BBC Trust boss Rona Fairhead to face MPs over HSBC role
BBC Trust boss Rona Fairhead is to be questioned by MPs about her role at HSBC while the bank's Swiss arm helped wealthy clients evade tax.
Mrs Fairhead, who took over at the Trust last year, has been a member of the bank's board since 2004.
She will give evidence to the Public Accounts Committee alongside HSBC chief executive Stuart Gulliver next Monday.
Margaret Hodge, who chairs the committee, raised questions about her BBC role last week.
She said the BBC Trust should "look at" Mrs Fairhead's past on the HSBC board.
"There are clearly question marks arising out of her role," she said.

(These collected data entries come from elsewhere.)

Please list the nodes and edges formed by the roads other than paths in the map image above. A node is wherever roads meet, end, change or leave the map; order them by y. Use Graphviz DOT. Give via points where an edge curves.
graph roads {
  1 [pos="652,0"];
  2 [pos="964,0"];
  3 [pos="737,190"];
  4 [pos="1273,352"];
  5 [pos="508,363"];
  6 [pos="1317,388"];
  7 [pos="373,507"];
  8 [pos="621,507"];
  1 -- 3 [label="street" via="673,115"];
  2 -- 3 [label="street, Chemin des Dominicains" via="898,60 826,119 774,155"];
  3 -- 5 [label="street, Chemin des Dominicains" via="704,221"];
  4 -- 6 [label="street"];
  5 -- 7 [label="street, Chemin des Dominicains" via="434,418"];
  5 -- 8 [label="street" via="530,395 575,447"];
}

BBC Trust member Nicholas Prettejohn said the Trust would "take note" of the results of inquiries by regulators - but the BBC was "not doing anything specifically ourselves".
Pressed further, he said: "It was not the Trust's own appointment for the chairmanship of the BBC and therefore it wouldn't be right for us to revisit that decision.

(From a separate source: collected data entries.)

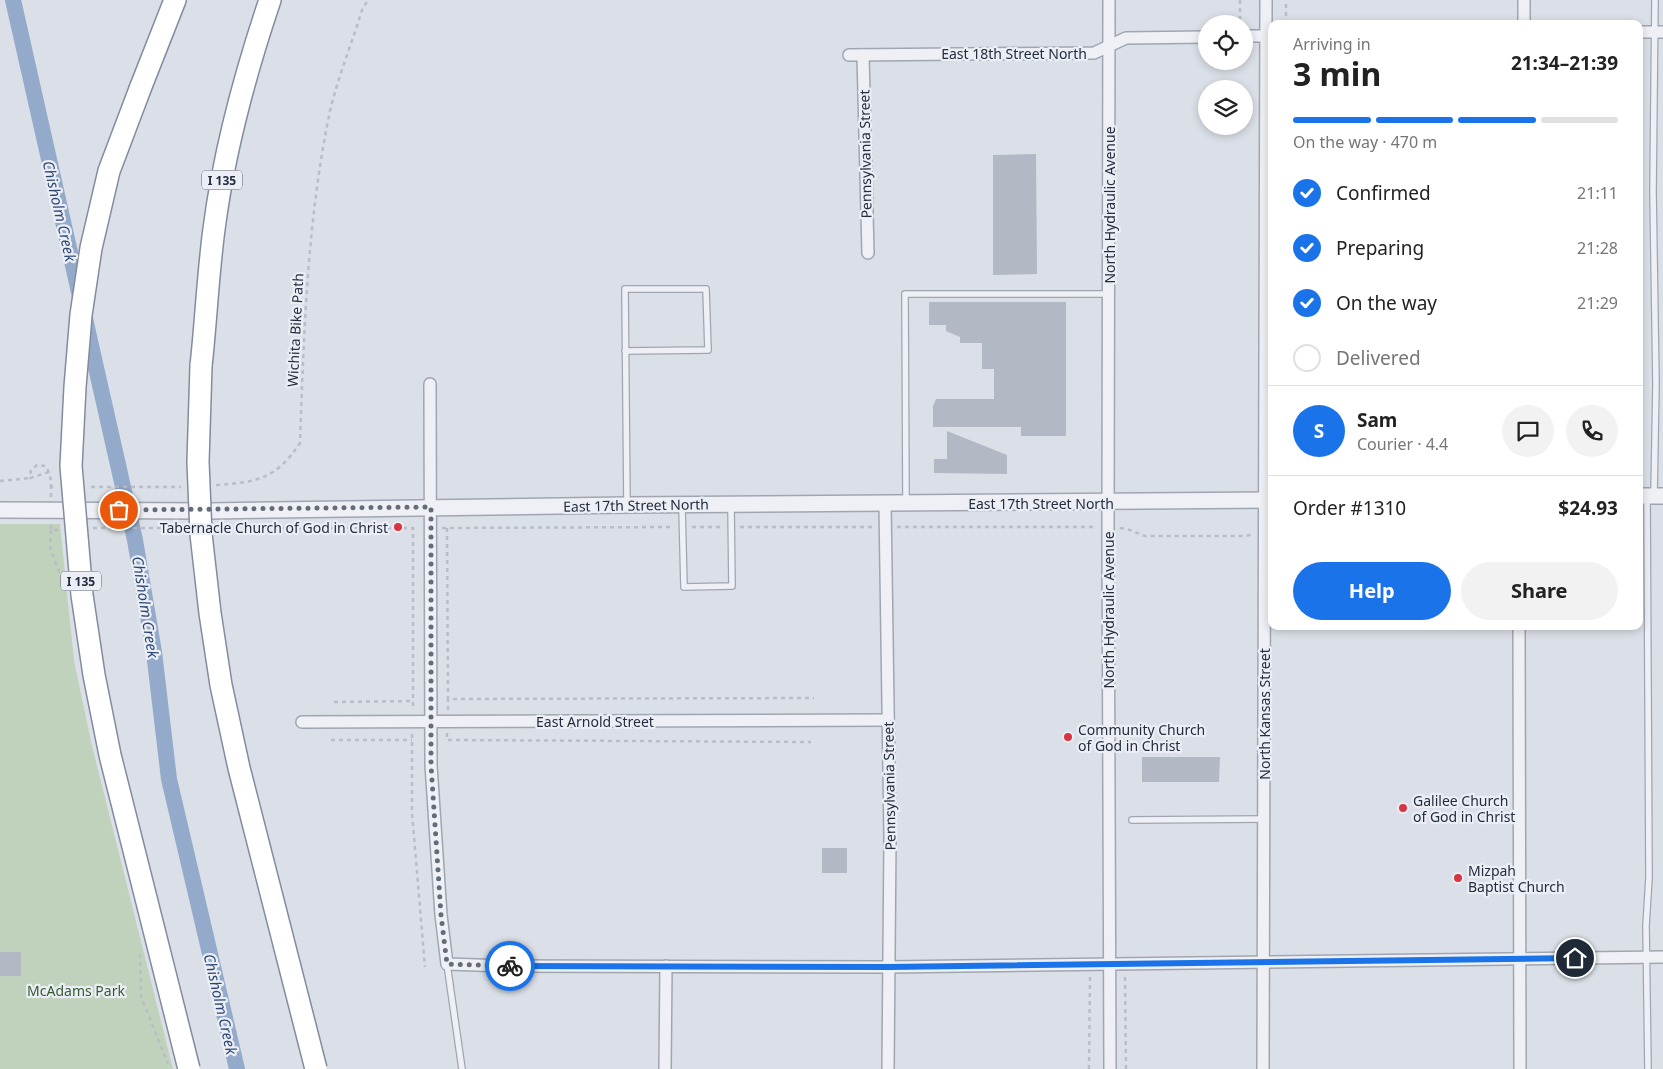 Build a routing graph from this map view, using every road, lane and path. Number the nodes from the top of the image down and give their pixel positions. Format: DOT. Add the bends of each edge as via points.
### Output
graph roads {
  1 [pos="175,0"];
  2 [pos="270,0"];
  3 [pos="368,0"];
  4 [pos="1109,0"];
  5 [pos="1240,0"];
  6 [pos="1266,0"];
  7 [pos="1286,0"];
  8 [pos="1524,0"];
  9 [pos="1655,0"];
  10 [pos="1240,15"];
  11 [pos="1286,20"];
  12 [pos="1524,20"];
  13 [pos="1268,24"];
  14 [pos="1643,32"];
  15 [pos="1659,32"];
  16 [pos="1253,36"];
  17 [pos="1268,36"];
  18 [pos="1198,37"];
  19 [pos="1109,46"];
  20 [pos="849,55"];
  21 [pos="863,55"];
  22 [pos="868,253"];
  23 [pos="1108,294"];
  24 [pos="625,351"];
  25 [pos="430,384"];
  26 [pos="49,472"];
  27 [pos="30,478"];
  28 [pos="0,481"];
  29 [pos="208,486"];
  30 [pos="51,487"];
  31 [pos="90,487"];
  32 [pos="189,487"];
  33 [pos="1651,496"];
  34 [pos="1268,500"];
  35 [pos="1108,502"];
  36 [pos="627,504"];
  37 [pos="682,504"];
  38 [pos="731,504"];
  39 [pos="885,504"];
  40 [pos="906,504"];
  41 [pos="431,507"];
  42 [pos="0,510"];
  43 [pos="683,527"];
  44 [pos="731,527"];
  45 [pos="885,527"];
  46 [pos="91,528"];
  47 [pos="177,528"];
  48 [pos="210,528"];
  49 [pos="431,528"];
  50 [pos="447,528"];
  51 [pos="1108,528"];
  52 [pos="1265,529"];
  53 [pos="1519,630"];
  54 [pos="814,698"];
  55 [pos="448,699"];
  56 [pos="413,701"];
  57 [pos="334,702"];
  58 [pos="888,720"];
  59 [pos="302,722"];
  60 [pos="413,722"];
  61 [pos="431,722"];
  62 [pos="447,722"];
  63 [pos="331,740"];
  64 [pos="412,740"];
  65 [pos="811,742"];
  66 [pos="1264,819"];
  67 [pos="1132,820"];
  68 [pos="140,947"];
  69 [pos="1648,957"];
  70 [pos="1663,957"];
  71 [pos="1521,959"];
  72 [pos="1263,962"];
  73 [pos="1110,963"];
  74 [pos="447,964"];
  75 [pos="666,966"];
  76 [pos="426,967"];
  77 [pos="889,967"];
  78 [pos="169,1069"];
  79 [pos="189,1069"];
  80 [pos="316,1069"];
  81 [pos="462,1069"];
  82 [pos="665,1069"];
  83 [pos="888,1069"];
  84 [pos="1110,1069"];
  85 [pos="1263,1069"];
  86 [pos="1520,1069"];
  87 [pos="1648,1069"];
  1 -- 79 [label="highway, I 135, bridge" via="110,172 91,248 74,387 71,466 82,595 94,675 110,755"];
  2 -- 80 [label="highway, I 135, bridge" via="240,101 214,230 201,366 198,462 210,612 221,685"];
  3 -- 29 [label="path, Wichita Bike Path" via="331,110 318,181 306,289 300,443 289,460 270,475 245,483"];
  4 -- 19 [label="street, North Hydraulic Avenue"];
  5 -- 10 [label="path"];
  6 -- 13 [label="street, North Kansas Street"];
  7 -- 11 [label="path"];
  8 -- 12 [label="street"];
  9 -- 15 [label="lane"];
  14 -- 15 [label="street"];
  15 -- 33 [label="lane" via="1654,191 1656,384"];
  16 -- 17 [label="street"];
  18 -- 19 [label="street, East 18th Street North" via="1126,38"];
  19 -- 21 [label="street, East 18th Street North" via="1094,53"];
  19 -- 23 [label="street, North Hydraulic Avenue"];
  20 -- 21 [label="street, East 18th Street North"];
  21 -- 22 [label="street, Pennsylvania Street"];
  23 -- 35 [label="street, North Hydraulic Avenue"];
  23 -- 40 [label="lane" via="905,294"];
  24 -- 24 [label="lane" via="624,289 706,289 708,350"];
  24 -- 36 [label="lane"];
  25 -- 41 [label="street"];
  26 -- 27 [label="path"];
  26 -- 27 [label="path" via="46,466 37,465 31,470"];
  26 -- 30 [label="path"];
  27 -- 28 [label="path"];
  31 -- 32 [label="path"];
  33 -- 69 [label="lane"];
  34 -- 35 [label="street, East 17th Street North"];
  34 -- 52 [label="street, North Kansas Street"];
  35 -- 40 [label="street, East 17th Street North"];
  35 -- 51 [label="street, North Hydraulic Avenue"];
  36 -- 37 [label="street, East 17th Street North"];
  36 -- 41 [label="street, East 17th Street North"];
  37 -- 38 [label="street, East 17th Street North"];
  37 -- 43 [label="lane"];
  38 -- 39 [label="street, East 17th Street North"];
  38 -- 44 [label="lane"];
  39 -- 40 [label="street, East 17th Street North"];
  39 -- 45 [label="street, Pennsylvania Street"];
  41 -- 42 [label="street, East 17th Street North"];
  41 -- 49 [label="street"];
  43 -- 44 [label="path"];
  43 -- 44 [label="lane" via="684,587 732,586"];
  43 -- 50 [label="path"];
  44 -- 45 [label="path"];
  45 -- 51 [label="path"];
  45 -- 58 [label="street, Pennsylvania Street"];
  46 -- 47 [label="path"];
  48 -- 56 [label="path" via="413,528"];
  49 -- 50 [label="path"];
  49 -- 61 [label="street"];
  50 -- 55 [label="path"];
  51 -- 52 [label="path" via="1127,529 1146,536 1246,536"];
  51 -- 73 [label="street, North Hydraulic Avenue"];
  52 -- 66 [label="street, North Kansas Street"];
  53 -- 71 [label="street"];
  54 -- 55 [label="path"];
  55 -- 62 [label="path"];
  56 -- 57 [label="path"];
  56 -- 60 [label="path"];
  58 -- 62 [label="street, East Arnold Street"];
  58 -- 77 [label="street, Pennsylvania Street"];
  59 -- 60 [label="street, East Arnold Street"];
  60 -- 61 [label="street, East Arnold Street"];
  60 -- 64 [label="path"];
  61 -- 62 [label="street, East Arnold Street"];
  61 -- 74 [label="street" via="431,765"];
  62 -- 65 [label="path" via="447,740"];
  63 -- 64 [label="path"];
  64 -- 76 [label="path" via="412,813"];
  66 -- 67 [label="lane"];
  66 -- 72 [label="street, North Kansas Street"];
  68 -- 78 [label="path" via="141,996"];
  69 -- 70 [label="street"];
  69 -- 71 [label="street"];
  69 -- 87 [label="lane"];
  71 -- 72 [label="street"];
  71 -- 86 [label="street"];
  72 -- 73 [label="street"];
  72 -- 85 [label="street, North Kansas Street"];
  73 -- 77 [label="street"];
  73 -- 84 [label="street, North Hydraulic Avenue"];
  74 -- 75 [label="street"];
  74 -- 81 [label="lane"];
  75 -- 77 [label="street"];
  75 -- 82 [label="street"];
  77 -- 83 [label="street, Pennsylvania Street"];
}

"Secondly, I think there will undoubtedly be a number of inquiries by different regulatory authorities and so on into the affairs at HSBC, and obviously the Trust will take note of the content of those inquiries."
Mrs Fairhead has been on the HSBC board since 2004 and was chairwoman of its audit committee from 2007.
She was paid a total of £513,000 by the bank last year, and joined the BBC Trust - the corporation's arm's-length regulator - last October, following the unexpected departure of Lord Patten.
Her appointment was ultimately decided by the Queen on a recommendation from Culture Secretary Sajid Javid.
It came as the BBC's Panorama programme was investigating HSBC, discovering that it had helped wealthy clients across the world evade hundreds of millions of pounds' worth of tax.
HSBC has admitted that it was "accountable for past control failures" but said it had now "fundamentally changed".
BBC director-general Tony Hall has stressed that he had never discussed the Panorama investigation with Mrs Fairhead, as it was "not proper" for him to do so.
"Of course I didn't talk to her about that and I haven't," he told BBC Radio 4's World at One.
A spokesman for Mrs Fairhead added: "Rona was not at any time involved in any discussions at HSBC specifically about the bank's dealings with the BBC."